DIRECTIONS FOR THIS TASK :: Only one stretch of the data below is needed. Output the lines from the one with "context.strokeStyle = color;" up to and including the one with "M1 1H29L166 64", exactly as they stand.

EXERCISE MATERIALS ::

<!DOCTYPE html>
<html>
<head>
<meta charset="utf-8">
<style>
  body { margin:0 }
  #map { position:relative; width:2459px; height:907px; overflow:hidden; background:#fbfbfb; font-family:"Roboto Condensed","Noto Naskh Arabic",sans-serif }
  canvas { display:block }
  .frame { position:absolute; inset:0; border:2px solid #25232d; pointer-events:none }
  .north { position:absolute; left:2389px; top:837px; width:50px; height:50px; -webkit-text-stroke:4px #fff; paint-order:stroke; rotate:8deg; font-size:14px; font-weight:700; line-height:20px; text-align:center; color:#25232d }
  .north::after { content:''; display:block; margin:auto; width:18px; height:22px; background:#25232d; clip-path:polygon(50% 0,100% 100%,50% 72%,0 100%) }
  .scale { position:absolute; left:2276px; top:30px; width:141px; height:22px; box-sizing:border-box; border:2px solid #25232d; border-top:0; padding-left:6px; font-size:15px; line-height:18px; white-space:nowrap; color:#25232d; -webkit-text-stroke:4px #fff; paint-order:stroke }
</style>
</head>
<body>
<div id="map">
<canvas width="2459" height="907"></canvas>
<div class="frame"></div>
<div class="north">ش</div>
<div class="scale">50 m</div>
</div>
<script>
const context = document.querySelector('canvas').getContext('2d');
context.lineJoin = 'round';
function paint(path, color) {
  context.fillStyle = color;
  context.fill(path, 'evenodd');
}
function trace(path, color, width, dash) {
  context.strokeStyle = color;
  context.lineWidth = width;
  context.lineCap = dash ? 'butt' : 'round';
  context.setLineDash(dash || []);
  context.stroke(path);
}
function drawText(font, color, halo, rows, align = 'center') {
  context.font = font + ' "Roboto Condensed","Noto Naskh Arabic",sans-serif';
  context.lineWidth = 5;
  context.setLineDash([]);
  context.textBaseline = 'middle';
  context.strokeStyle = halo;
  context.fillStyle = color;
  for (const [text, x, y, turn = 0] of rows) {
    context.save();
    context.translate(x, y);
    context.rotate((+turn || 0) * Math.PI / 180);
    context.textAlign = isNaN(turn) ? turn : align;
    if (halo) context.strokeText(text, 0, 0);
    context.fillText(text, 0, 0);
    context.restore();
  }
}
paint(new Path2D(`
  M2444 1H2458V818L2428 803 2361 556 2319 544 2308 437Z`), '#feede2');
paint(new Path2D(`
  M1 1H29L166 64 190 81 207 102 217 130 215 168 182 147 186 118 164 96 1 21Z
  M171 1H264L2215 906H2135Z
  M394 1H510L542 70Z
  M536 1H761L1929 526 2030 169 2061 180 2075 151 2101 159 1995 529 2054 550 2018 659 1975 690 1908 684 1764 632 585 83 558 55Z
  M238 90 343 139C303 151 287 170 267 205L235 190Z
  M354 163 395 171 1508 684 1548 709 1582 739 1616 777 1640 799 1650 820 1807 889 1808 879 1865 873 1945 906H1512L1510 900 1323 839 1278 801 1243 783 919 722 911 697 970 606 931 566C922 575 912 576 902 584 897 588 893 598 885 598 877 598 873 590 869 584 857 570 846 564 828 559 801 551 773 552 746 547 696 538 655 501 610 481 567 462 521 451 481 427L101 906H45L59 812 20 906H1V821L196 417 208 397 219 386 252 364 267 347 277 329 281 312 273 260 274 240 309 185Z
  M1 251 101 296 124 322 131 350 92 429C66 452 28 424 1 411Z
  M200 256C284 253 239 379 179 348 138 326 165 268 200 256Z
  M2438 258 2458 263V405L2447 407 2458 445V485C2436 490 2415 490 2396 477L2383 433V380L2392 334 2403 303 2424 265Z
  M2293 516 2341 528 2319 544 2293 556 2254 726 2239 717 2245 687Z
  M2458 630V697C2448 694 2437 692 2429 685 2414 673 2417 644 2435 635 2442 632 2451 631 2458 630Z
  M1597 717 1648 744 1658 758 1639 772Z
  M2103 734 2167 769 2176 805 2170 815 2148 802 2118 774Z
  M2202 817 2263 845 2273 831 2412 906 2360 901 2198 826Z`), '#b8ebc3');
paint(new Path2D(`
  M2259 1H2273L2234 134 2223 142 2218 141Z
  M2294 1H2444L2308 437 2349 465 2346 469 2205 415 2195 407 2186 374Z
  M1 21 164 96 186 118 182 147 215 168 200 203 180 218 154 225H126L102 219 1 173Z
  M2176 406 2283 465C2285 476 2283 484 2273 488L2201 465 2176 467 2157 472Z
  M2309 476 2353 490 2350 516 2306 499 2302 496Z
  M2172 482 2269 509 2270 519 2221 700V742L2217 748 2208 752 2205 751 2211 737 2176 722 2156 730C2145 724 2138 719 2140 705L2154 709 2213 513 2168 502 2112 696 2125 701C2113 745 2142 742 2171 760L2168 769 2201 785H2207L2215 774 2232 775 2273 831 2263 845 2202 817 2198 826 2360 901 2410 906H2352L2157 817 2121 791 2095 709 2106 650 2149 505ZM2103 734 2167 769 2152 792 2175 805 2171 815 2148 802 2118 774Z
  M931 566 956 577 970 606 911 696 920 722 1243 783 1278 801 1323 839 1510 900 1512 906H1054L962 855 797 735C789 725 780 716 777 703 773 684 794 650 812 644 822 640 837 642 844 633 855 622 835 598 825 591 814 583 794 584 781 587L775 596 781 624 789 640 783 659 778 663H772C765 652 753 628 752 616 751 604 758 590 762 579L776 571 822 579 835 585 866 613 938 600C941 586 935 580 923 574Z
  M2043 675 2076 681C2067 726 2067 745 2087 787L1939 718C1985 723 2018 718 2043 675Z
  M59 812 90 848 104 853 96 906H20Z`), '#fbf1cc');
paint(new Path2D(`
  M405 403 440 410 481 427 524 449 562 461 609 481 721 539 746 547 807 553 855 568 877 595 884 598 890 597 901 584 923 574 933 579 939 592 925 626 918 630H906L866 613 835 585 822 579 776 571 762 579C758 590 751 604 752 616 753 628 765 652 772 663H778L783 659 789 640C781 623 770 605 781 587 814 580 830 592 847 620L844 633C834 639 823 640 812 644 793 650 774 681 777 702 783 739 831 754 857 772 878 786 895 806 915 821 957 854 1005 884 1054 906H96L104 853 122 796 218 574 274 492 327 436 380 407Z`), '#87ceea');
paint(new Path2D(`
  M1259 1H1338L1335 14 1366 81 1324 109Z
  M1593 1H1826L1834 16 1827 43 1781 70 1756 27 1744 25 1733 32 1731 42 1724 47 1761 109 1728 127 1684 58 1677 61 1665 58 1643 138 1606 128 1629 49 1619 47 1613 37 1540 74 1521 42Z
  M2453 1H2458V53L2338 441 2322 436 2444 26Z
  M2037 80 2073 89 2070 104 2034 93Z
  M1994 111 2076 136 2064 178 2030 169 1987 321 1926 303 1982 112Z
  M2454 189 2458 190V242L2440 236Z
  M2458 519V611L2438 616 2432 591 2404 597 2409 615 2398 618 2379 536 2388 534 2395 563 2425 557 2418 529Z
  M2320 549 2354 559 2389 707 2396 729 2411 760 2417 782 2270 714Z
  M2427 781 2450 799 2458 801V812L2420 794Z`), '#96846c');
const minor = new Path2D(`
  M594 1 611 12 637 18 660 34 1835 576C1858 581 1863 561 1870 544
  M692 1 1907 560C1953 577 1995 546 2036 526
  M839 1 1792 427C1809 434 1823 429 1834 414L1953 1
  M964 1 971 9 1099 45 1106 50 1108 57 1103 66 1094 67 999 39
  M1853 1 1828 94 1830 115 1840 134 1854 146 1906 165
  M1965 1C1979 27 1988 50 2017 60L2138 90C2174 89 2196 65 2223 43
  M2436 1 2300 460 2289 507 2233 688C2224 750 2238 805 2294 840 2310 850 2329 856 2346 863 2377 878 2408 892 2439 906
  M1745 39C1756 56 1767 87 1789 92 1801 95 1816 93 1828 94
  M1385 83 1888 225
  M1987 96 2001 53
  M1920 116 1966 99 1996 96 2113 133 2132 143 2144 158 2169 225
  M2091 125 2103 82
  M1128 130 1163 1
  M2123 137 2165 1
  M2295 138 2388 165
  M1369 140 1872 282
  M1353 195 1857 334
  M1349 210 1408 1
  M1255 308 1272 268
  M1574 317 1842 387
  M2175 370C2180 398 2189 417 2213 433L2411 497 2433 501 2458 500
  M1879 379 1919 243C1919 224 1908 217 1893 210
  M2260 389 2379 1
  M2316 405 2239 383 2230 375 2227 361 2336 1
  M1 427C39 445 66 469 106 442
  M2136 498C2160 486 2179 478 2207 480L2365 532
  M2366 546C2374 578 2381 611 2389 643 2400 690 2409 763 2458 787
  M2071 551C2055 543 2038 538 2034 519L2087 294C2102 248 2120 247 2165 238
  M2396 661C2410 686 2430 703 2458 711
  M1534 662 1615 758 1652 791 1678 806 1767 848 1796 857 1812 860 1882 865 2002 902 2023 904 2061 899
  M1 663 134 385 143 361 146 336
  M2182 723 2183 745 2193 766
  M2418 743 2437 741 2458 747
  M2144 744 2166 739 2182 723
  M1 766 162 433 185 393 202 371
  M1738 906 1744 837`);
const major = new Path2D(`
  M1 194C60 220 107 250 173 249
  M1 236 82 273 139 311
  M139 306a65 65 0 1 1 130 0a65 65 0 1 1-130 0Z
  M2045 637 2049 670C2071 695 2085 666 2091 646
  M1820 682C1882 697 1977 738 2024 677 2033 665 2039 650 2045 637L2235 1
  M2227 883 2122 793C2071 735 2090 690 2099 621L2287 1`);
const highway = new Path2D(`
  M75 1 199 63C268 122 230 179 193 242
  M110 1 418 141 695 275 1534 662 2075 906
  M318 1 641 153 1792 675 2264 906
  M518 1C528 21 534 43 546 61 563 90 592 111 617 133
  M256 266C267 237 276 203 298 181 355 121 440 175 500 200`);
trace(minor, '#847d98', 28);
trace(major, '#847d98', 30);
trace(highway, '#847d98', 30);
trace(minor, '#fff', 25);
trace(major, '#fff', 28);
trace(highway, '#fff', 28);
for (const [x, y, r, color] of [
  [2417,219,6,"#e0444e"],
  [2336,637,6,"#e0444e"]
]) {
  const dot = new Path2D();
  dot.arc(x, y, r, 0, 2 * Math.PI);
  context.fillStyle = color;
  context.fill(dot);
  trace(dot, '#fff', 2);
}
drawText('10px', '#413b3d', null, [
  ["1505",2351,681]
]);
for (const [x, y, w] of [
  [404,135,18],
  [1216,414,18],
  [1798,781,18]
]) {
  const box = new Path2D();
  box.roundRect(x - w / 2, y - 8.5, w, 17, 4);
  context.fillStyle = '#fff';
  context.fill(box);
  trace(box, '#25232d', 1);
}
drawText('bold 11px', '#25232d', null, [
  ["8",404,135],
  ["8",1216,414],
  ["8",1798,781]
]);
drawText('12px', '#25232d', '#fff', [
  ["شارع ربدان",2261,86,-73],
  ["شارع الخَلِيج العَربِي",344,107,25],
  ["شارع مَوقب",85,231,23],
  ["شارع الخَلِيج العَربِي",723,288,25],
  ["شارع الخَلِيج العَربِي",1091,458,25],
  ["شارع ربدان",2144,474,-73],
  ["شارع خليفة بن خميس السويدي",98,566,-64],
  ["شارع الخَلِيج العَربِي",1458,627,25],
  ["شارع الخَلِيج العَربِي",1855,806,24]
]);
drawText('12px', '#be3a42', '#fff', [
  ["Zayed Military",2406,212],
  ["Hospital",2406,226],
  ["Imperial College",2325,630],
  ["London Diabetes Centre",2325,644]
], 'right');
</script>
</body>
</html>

RESPONSE TO THE EXERCISE ::
  context.strokeStyle = color;
  context.lineWidth = width;
  context.lineCap = dash ? 'butt' : 'round';
  context.setLineDash(dash || []);
  context.stroke(path);
}
function drawText(font, color, halo, rows, align = 'center') {
  context.font = font + ' "Roboto Condensed","Noto Naskh Arabic",sans-serif';
  context.lineWidth = 5;
  context.setLineDash([]);
  context.textBaseline = 'middle';
  context.strokeStyle = halo;
  context.fillStyle = color;
  for (const [text, x, y, turn = 0] of rows) {
    context.save();
    context.translate(x, y);
    context.rotate((+turn || 0) * Math.PI / 180);
    context.textAlign = isNaN(turn) ? turn : align;
    if (halo) context.strokeText(text, 0, 0);
    context.fillText(text, 0, 0);
    context.restore();
  }
}
paint(new Path2D(`
  M2444 1H2458V818L2428 803 2361 556 2319 544 2308 437Z`), '#feede2');
paint(new Path2D(`
  M1 1H29L166 64 190 81 207 102 217 130 215 168 182 147 186 118 164 96 1 21Z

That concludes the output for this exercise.